Q - Quel est votre mot préféré de la langue française ?
R - «Amour», Madame. Évidemment !
Q - Qu'est-ce que la France, qui fait par ailleurs partie du G8, peut tirer d'un sommet comme celui de la Francophonie ?
R - La Francophonie sans la France, vous n'y pensez pas !
Q - Mais je veux dire au niveau diplomatique ?
R - Il n'y a pas de niveau diplomatique avant un contenu humain. Or la langue, c'est-à-dire la façon dont nous parlons, nous réfléchissons, et même nous rêvons, c'est primordial. Un sommet comme celui-là est l'une des manières les plus fortes de revendiquer ce vecteur qu'est la langue.
Q - N'est-ce pas un club trop fermé ?
R - Non, la Francophonie s'ouvre de plus en plus. Sur la géopolitique, mais aussi sur Internet - nous sommes la troisième langue sur la Toile, je vous rappelle. Et en même temps, ce serait une erreur de vouloir imposer le français contre l'anglais.

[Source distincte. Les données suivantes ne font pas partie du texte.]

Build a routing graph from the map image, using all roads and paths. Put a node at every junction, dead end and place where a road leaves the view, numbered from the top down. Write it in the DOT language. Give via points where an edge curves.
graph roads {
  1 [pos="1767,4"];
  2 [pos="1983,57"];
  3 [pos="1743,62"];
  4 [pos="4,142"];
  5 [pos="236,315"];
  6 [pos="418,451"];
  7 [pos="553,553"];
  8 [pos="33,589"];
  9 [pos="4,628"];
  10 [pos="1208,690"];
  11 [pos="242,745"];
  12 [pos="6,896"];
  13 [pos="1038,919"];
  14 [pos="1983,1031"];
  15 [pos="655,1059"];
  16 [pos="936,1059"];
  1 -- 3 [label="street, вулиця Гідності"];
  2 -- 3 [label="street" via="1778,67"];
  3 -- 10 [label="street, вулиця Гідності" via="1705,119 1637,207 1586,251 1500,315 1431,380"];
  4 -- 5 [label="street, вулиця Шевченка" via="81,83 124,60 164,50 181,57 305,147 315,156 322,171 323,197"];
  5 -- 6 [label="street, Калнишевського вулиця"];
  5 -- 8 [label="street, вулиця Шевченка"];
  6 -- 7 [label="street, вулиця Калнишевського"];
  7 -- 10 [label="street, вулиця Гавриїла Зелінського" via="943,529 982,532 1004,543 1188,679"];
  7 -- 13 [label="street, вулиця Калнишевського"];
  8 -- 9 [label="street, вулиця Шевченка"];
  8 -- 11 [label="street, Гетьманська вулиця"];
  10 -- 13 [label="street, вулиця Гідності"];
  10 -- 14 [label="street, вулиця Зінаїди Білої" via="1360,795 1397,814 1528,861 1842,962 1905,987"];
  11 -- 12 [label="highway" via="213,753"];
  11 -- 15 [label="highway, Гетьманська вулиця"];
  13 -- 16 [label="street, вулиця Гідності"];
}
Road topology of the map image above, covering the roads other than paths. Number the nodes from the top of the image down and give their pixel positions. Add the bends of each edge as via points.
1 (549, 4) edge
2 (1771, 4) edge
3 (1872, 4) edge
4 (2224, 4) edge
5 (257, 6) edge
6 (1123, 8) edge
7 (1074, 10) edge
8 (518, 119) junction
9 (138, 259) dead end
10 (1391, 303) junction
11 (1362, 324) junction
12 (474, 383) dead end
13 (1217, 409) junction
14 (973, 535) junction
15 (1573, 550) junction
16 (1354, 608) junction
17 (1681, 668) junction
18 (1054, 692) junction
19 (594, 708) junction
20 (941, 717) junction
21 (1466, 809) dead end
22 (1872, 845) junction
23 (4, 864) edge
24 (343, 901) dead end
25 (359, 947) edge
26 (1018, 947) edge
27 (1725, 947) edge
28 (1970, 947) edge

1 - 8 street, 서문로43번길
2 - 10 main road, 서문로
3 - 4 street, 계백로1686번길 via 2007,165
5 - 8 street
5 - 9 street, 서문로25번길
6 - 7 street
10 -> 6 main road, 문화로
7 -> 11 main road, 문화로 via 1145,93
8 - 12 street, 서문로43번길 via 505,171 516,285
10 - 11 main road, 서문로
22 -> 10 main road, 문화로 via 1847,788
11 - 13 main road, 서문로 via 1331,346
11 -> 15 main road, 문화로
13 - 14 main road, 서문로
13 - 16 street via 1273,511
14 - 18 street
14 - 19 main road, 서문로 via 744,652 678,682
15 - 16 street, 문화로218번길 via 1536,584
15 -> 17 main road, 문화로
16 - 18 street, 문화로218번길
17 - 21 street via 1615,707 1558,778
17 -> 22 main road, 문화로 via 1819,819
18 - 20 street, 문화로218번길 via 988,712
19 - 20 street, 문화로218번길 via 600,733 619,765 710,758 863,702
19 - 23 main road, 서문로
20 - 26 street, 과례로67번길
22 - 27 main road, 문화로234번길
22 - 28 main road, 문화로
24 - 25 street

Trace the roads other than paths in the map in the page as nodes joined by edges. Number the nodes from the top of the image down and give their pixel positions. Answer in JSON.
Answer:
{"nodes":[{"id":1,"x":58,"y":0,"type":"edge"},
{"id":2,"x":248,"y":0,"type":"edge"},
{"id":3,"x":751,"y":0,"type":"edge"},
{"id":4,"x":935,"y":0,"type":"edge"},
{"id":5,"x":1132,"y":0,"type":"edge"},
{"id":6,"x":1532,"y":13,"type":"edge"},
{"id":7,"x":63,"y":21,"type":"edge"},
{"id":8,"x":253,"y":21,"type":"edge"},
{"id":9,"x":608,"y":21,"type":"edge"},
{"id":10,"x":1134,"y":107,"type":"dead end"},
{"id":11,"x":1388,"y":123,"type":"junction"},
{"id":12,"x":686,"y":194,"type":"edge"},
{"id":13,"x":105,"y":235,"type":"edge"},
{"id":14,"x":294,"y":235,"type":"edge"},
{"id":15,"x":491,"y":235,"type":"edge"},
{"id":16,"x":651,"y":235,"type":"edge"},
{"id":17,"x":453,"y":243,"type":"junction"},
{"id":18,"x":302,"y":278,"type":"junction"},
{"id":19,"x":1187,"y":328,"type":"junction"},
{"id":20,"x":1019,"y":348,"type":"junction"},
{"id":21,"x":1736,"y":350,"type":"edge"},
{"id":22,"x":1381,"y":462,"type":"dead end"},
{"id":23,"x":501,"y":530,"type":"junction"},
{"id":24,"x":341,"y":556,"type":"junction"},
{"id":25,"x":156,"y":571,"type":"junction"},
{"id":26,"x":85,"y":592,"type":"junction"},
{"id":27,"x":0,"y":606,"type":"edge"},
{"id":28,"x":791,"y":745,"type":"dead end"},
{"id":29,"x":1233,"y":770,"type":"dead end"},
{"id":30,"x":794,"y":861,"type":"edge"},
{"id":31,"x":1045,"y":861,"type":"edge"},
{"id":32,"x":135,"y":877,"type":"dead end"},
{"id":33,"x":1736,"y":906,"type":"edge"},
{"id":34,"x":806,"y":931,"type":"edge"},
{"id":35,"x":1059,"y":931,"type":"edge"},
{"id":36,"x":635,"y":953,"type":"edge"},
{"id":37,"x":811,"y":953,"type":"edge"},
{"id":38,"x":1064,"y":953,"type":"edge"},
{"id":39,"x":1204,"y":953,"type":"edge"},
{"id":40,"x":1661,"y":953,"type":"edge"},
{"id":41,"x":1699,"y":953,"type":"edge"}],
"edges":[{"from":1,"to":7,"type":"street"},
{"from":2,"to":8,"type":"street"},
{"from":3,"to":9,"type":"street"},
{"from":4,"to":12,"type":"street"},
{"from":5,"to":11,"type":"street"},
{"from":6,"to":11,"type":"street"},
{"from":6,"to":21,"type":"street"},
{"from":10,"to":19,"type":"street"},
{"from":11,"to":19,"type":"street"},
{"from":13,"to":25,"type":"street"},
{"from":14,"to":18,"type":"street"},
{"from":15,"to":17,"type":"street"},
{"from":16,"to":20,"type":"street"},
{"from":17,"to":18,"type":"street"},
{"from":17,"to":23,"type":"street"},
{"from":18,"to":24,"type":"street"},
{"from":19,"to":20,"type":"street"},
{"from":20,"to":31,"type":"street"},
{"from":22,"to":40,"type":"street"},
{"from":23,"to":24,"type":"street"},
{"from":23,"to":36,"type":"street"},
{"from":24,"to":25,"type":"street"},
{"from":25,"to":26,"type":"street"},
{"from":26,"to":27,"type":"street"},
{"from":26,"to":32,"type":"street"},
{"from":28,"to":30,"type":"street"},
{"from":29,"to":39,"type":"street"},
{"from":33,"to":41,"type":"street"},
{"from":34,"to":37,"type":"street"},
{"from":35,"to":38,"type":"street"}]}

Le français doit s'ouvrir à l'anglais pour mieux avancer dans la communication et faire passer des valeurs très importantes comme l'égalité homme-femme, les droits de l'Homme ou une certaine idée de la démocratie. C'est aussi la meilleure manière pour que les gens ne parlent pas qu'anglais. Je suis contre la guerre des langues.
Q - Qui rencontrez-vous à Montreux ?
R - J'ai notamment une entrevue avec Micheline Calmy-Rey. Nous nous connaissons très bien. Cela fait longtemps que nous travaillons ensemble. Je trouve que c'est quelqu'un de très efficace, très obstinée et très talentueuse.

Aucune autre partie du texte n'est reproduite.